Endocrinologists have long speculated that obesity might have to do with an excess of cortisol. But the theory was discounted by the fact that most obese people don't have higher than normal blood levels of the hormone. In 1997, however, scientists discovered that there are pockets of high cortisol activity: In human belly fat, they found higher activity of an enzyme called 11b hydroxysteroid dehydrogenase type 1 (11b HSD-1), which regenerates active cortisol from its inactive form, cortisone.

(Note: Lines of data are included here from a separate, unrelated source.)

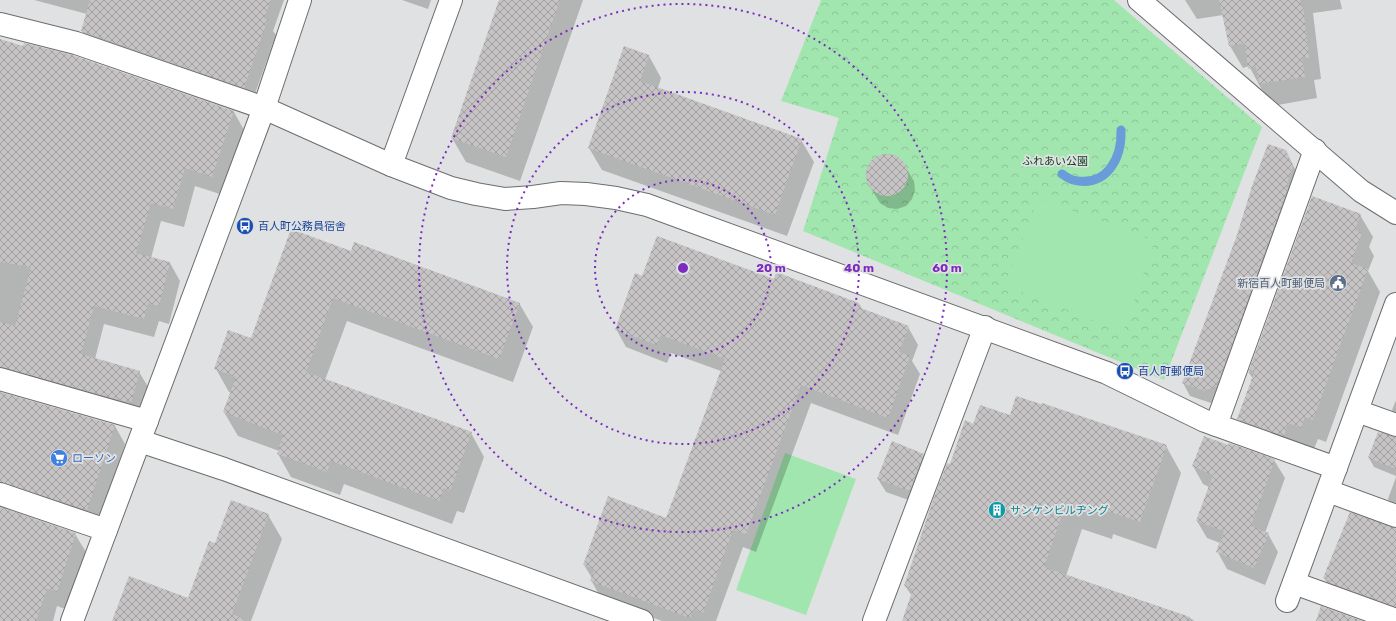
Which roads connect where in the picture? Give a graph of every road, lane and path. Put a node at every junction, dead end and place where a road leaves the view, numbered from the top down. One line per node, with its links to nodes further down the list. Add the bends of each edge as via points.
1 (300, 0): 5 (street)
2 (451, 0): 7 (street)
3 (1139, 0): 6 (street)
4 (0, 24): 5 (street, via 76,43)
5 (264, 108): 7 (street); 16 (street)
6 (1315, 150): 8 (street, via 1361,191); 14 (street)
7 (391, 165): 10 (street, via 451,188 505,199 561,193 586,194 647,205)
8 (1396, 213)
9 (1396, 304): 11 (street)
10 (985, 327): 14 (street, via 1107,372); 25 (street)
11 (1390, 337): 13 (street)
12 (0, 379): 16 (street)
13 (1357, 411): 15 (street); 17 (street)
14 (1216, 425): 17 (street)
15 (1396, 425)
16 (143, 431): 21 (street); 24 (street, via 224,469)
17 (1336, 468): 18 (street)
18 (1328, 491): 20 (street); 22 (street, via 1290,592)
19 (0, 494): 21 (street)
20 (1396, 516)
21 (106, 530): 23 (street)
22 (1396, 620)
23 (72, 621)
24 (642, 621)
25 (874, 621)

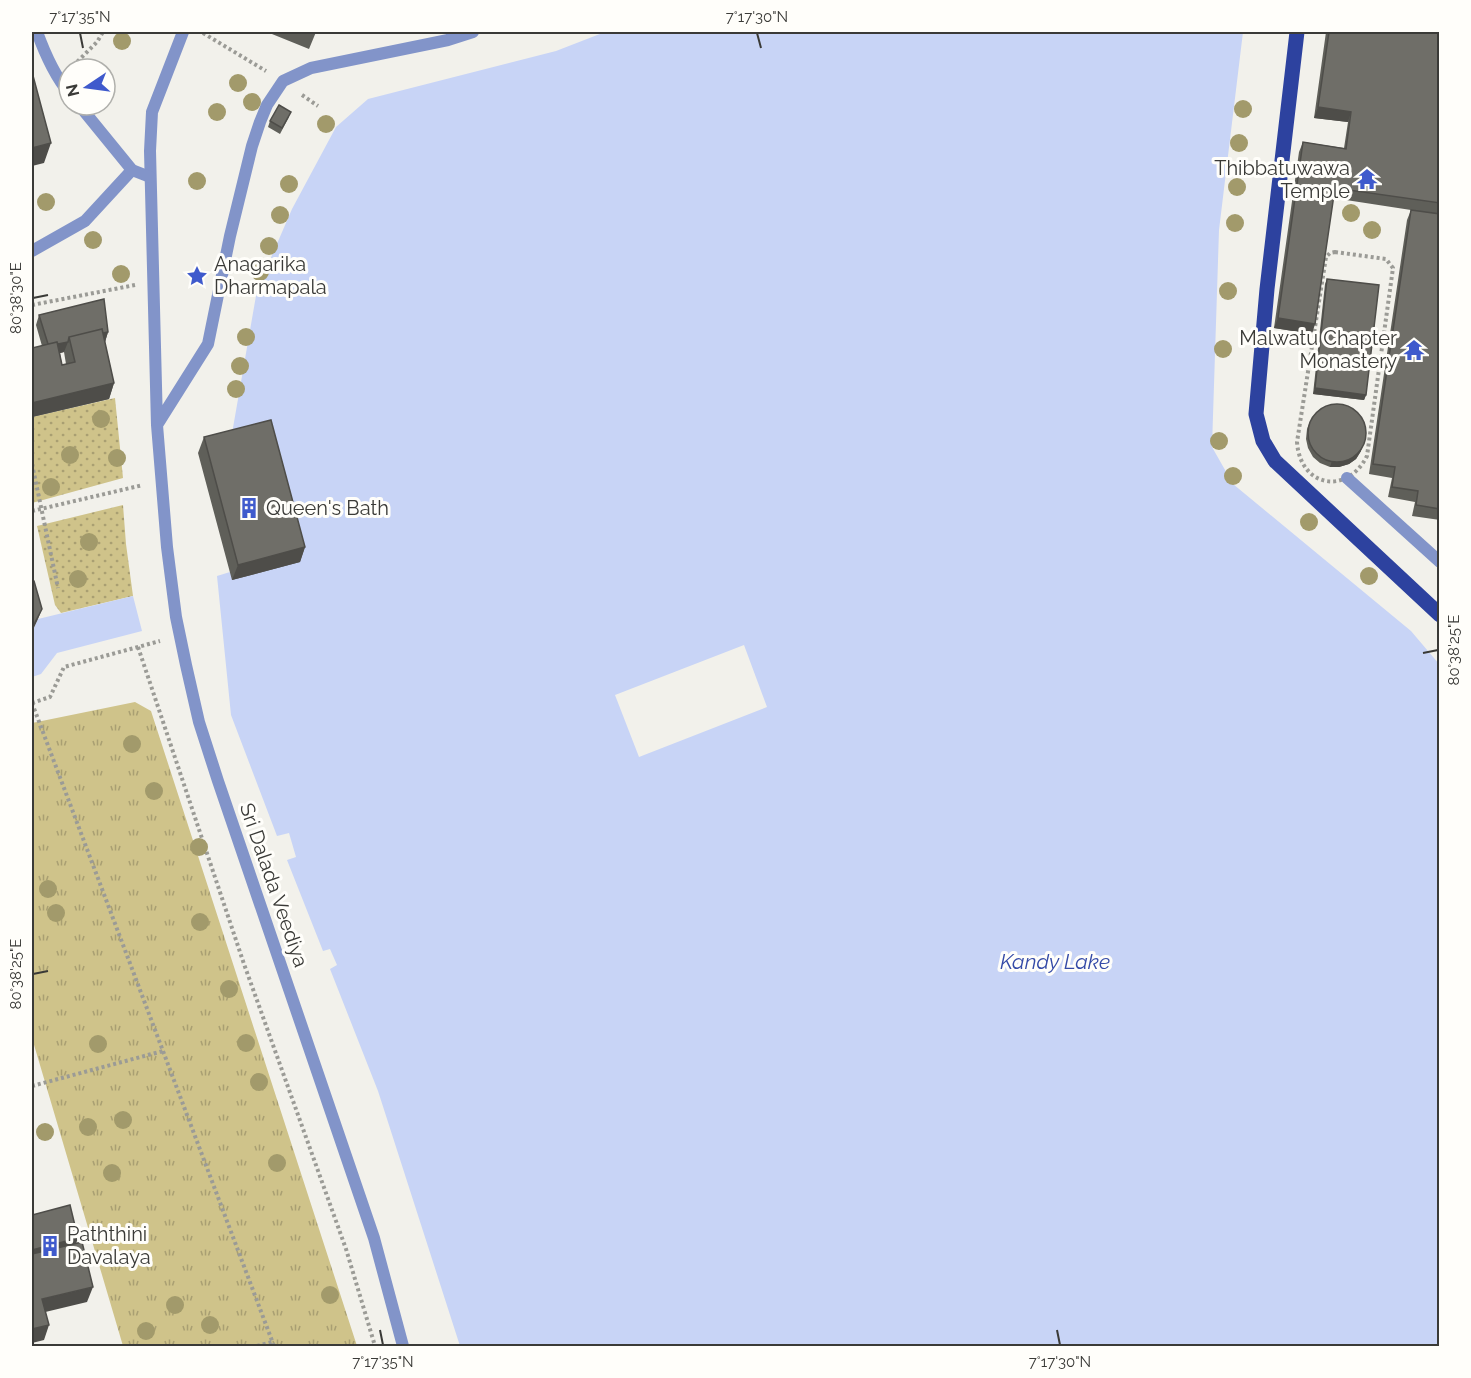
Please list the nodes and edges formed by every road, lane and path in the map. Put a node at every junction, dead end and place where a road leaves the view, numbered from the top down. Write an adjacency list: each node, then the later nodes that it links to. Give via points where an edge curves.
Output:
1 (37, 32): 8 (street)
2 (103, 32): 7 (path)
3 (183, 32): 12 (street, Sri Dalada Veediya, via 152,112)
4 (200, 32): 9 (path)
5 (473, 32): 9 (street, via 311,68)
6 (1297, 32): 24 (main road, via 1256,414 1263,441 1275,461)
7 (82, 57)
8 (57, 77)
9 (283, 81): 16 (street, via 267,105 252,146 208,344)
10 (89, 117): 11 (street)
11 (132, 170): 12 (street); 13 (street, via 85,221)
12 (150, 177): 14 (street, Sri Dalada Veediya)
13 (32, 252)
14 (153, 281): 15 (path); 16 (street, Sri Dalada Veediya)
15 (32, 305)
16 (157, 425): 19 (street, Sri Dalada Veediya)
17 (32, 464): 20 (path)
18 (1347, 478): 18 (path, via 1362,466 1367,456 1393,268 1386,259 1333,252 1326,257 1297,442 1298,454 1307,470 1324,480); 22 (street)
19 (161, 481): 20 (path); 25 (street, Sri Dalada Veediya)
20 (41, 509): 21 (path); 23 (path)
21 (32, 511)
22 (1440, 562)
23 (58, 588)
24 (1440, 615)
25 (180, 636): 26 (path); 33 (street, Sri Dalada Veediya, via 199,722 374,1238)
26 (138, 647): 27 (path, via 63,668 50,697); 32 (path, via 244,964 346,1249)
27 (32, 703): 28 (path)
28 (163, 1051): 29 (path); 30 (path)
29 (32, 1086)
30 (273, 1344): 31 (path)
31 (257, 1347)
32 (375, 1347)
33 (403, 1347)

Inspired by that finding, endocrinologist Jeffrey Flier and his colleagues from Beth Israel Deaconess Medical Center in Boston genetically engineered mice to overexpress the enzyme solely in their fat. Stress hormone levels in that tissue rose by 15% to 30%, but bloodstream levels were normal. As adults, they ate more, got fatter than normal mice, and carried the fat in a spare tire around their abdomen. The mice also showed the hallmarks of early diabetes and hypertension. And a high-fat diet accelerated the downward spiral of the pot-bellied rodents.
"This was really the first proof that manipulating steroid conversion in fat alone is enough to lead to all these abnormalities," says endocrinologist Stephen O'Rahilly of Addenbrooke's Hospital in Cambridge, U.K., who studies the genetics of obesity and diabetes. "I wish I'd done the experiment myself."
Meanwhile, two recent clinical observations support the team's results: In April, Joel Berger's group at Merck Research Laboratories in Rahway, New Jersey, showed that a class of antidiabetic drugs now on the market suppresses 11b HSD-1 levels in fat cells. And Eva Rask of Umeå University Hospital in Sweden and Brian Walker of the University of Edinburgh, U.K., report that obese men express higher levels of 11b HSD-1 activity in fat tissue than do lean males.
Flier and O'Rahilly both say they are aware of drug companies that have in hand, or are scrambling to come up with, other potent inhibitors of the enzyme. Such compounds might be used to treat obesity by altering stress hormone levels in belly fat.